With the release of the original iPad, we saw the birth of a new category of devices that has the potential to dramatically change the computing landscape. Boasting ease of use and low prices, many consumers are starting to choose a tablet over a laptop for their daily computing requirements. Today, we see the first official reviews of another contender in the tablet space, the BlackBerry PlayBook.
AnandTech takes an in-depth look at RIM's new tablet. With a 7-inch screen, dual-core Cortex A9 processor, and a $499 to $699 price tag, the PlayBook is well placed to compete against the iPad 2 and other tablets. The PlayBook seems to be best designed for current BlackBerry smartphone users. Users can keep all their private data on their BlackBerry smartphone while maintaining a secure connection to the PlayBook. Enterprise and business customers utilizing BlackBerry within the workplace will find this a natural fit to their existing infrastructure.

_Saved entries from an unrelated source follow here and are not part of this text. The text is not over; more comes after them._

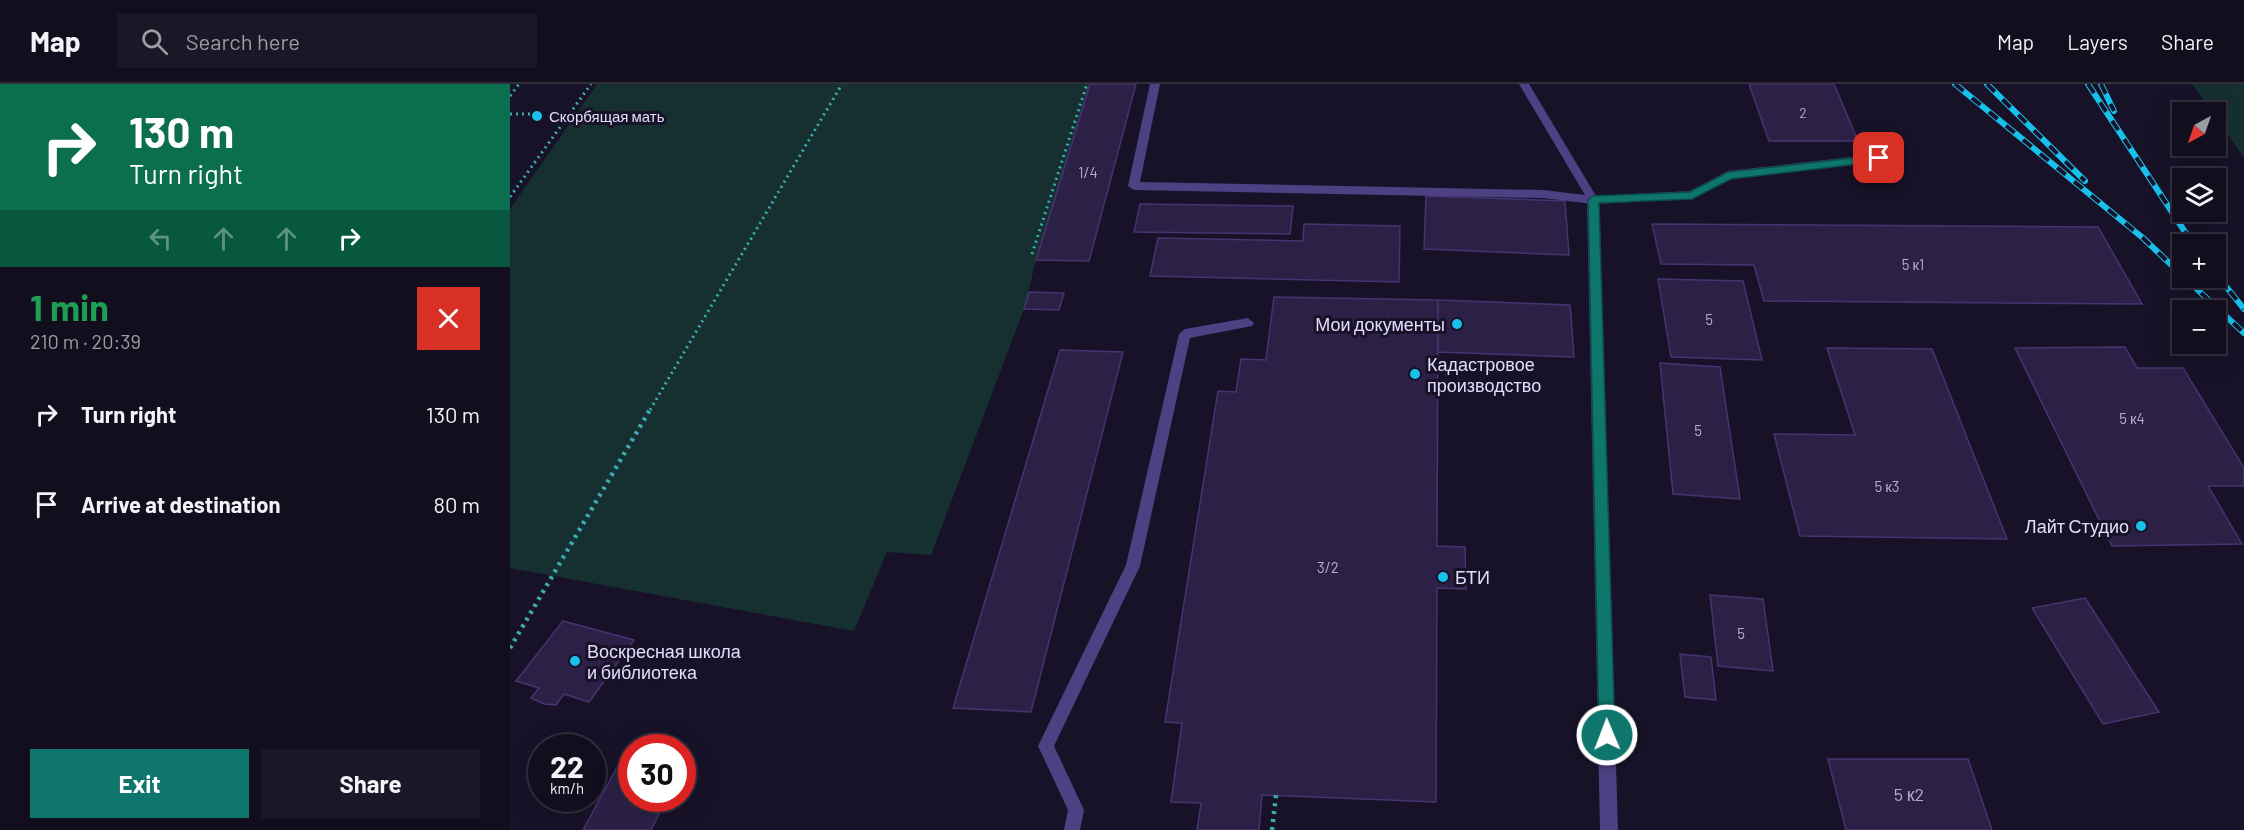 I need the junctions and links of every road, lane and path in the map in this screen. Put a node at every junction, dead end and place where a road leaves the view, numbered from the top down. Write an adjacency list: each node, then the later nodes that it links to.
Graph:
1 (519, 84): 7 (path)
2 (591, 84): 11 (path)
3 (842, 84): 15 (path)
4 (1087, 84): 13 (path)
5 (1155, 84): 12 (lane)
6 (1524, 84): 12 (lane)
7 (510, 96)
8 (510, 114): 9 (path)
9 (530, 114)
10 (1879, 158): 12 (lane)
11 (510, 197)
12 (1593, 200): 19 (street)
13 (1032, 254)
14 (1248, 323): 17 (lane)
15 (510, 648)
16 (1276, 795): 18 (path)
17 (1072, 830)
18 (1272, 830)
19 (1609, 830) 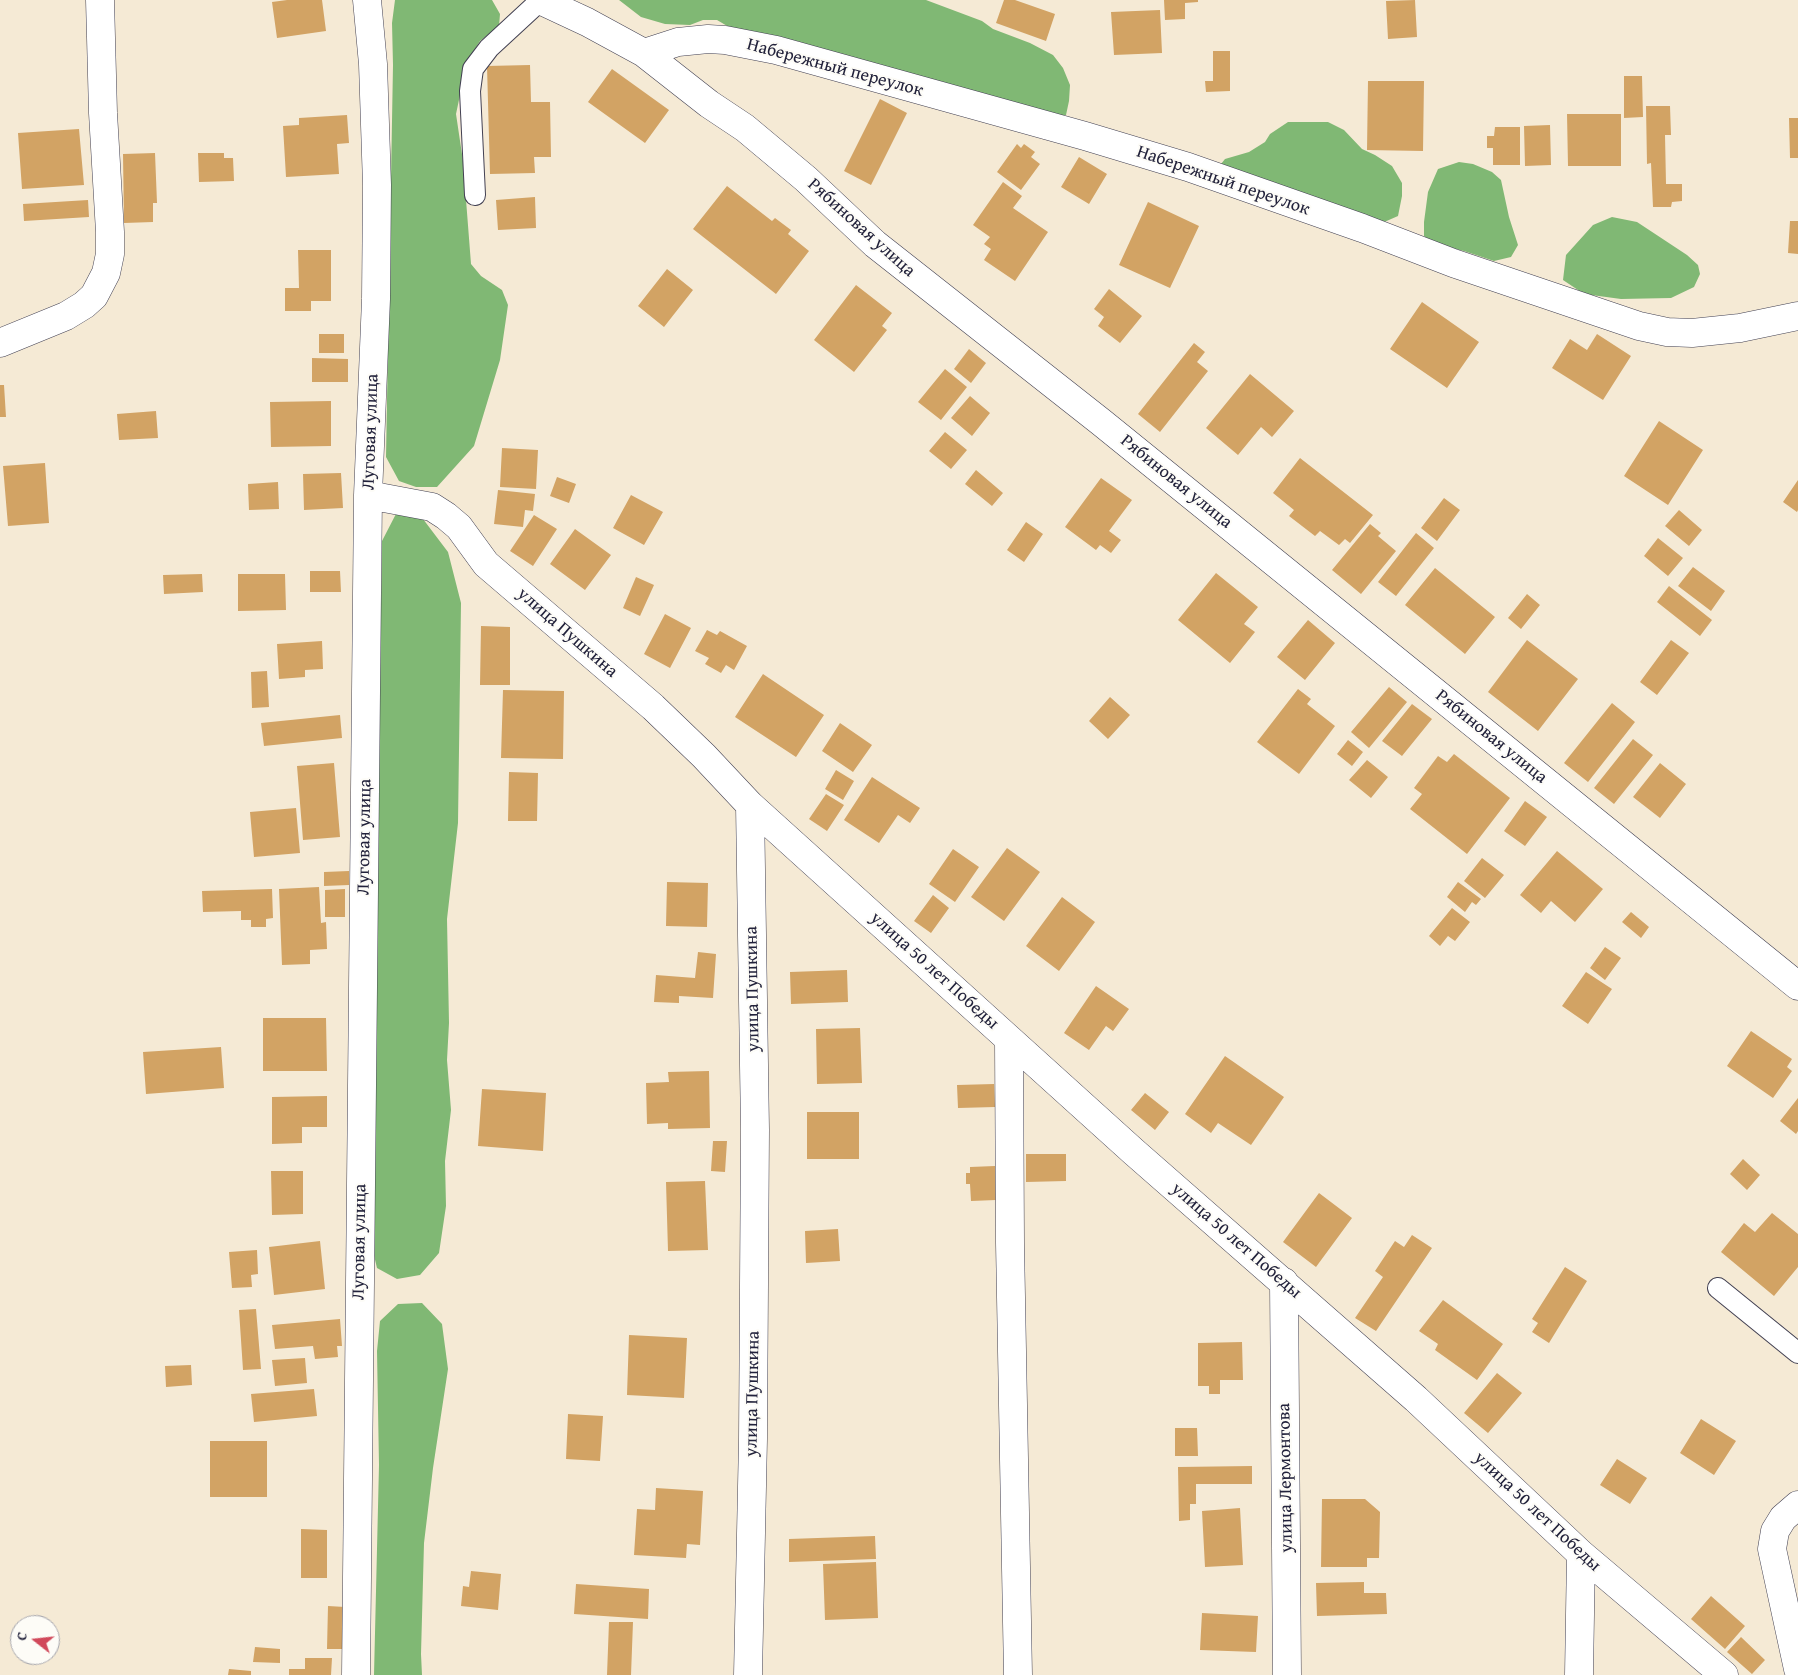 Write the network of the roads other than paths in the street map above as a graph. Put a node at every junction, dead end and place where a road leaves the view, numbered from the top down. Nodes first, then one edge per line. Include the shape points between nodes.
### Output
1 (100, 0) edge
2 (367, 0) edge
3 (541, 0) edge
4 (644, 53) junction
5 (475, 195) dead end
6 (1798, 316) edge
7 (0, 343) edge
8 (368, 496) junction
9 (750, 805) junction
10 (1798, 986) edge
11 (1008, 1039) junction
12 (1284, 1282) junction
13 (1718, 1288) dead end
14 (1798, 1353) edge
15 (1798, 1505) edge
16 (1581, 1554) junction
17 (1798, 1669) edge
18 (356, 1675) edge
19 (748, 1675) edge
20 (1018, 1675) edge
21 (1287, 1675) edge
22 (1579, 1675) edge
23 (1724, 1675) edge

1 - 7 street via 110,232 106,273 94,296 84,305 66,316
2 - 8 street, Луговая улица via 373,64 377,186
3 - 4 street, Рябиновая улица
3 - 5 lane via 489,48 473,69 470,91
4 - 6 street, Набережный переулок via 678,42 708,39 776,50 1188,167 1639,326 1692,333 1740,328
4 - 10 street, Рябиновая улица via 745,128 875,244 1101,422
8 - 9 street, улица Пушкина via 432,507 446,516 459,527 486,564 653,707
8 - 18 street, Луговая улица
9 - 11 street, улица 50 лет Победы
9 - 19 street, улица Пушкина via 756,1130
11 - 12 street, улица 50 лет Победы
11 - 20 street
12 - 16 street, улица 50 лет Победы via 1416,1399
12 - 21 street, улица Лермонтова
13 - 14 lane
15 - 17 street via 1775,1530 1772,1549
16 - 22 street
16 - 23 street, улица 50 лет Победы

In regards to the general consumer, the PlayBook seems to be missing too many apps at present. The lack of email, calendar, Netflix, Twitter, etc. may hamper early adoption of the device. Nevertheless, with full 1080p High Profile H.264 playback and smooth multitasking support, RIM is well placed to now focus their efforts on building a large community of developers and enthusiasts around the PlayBook. RIM should also be able to avoid any device and OS fragmentation compared to Google's Android.
It seems apparent that with the introduction of the PlayBook and Microsoft's efforts to provide a user-friendly tablet interface in Windows 8, tablets are here to stay and their usefulness will only continue to grow.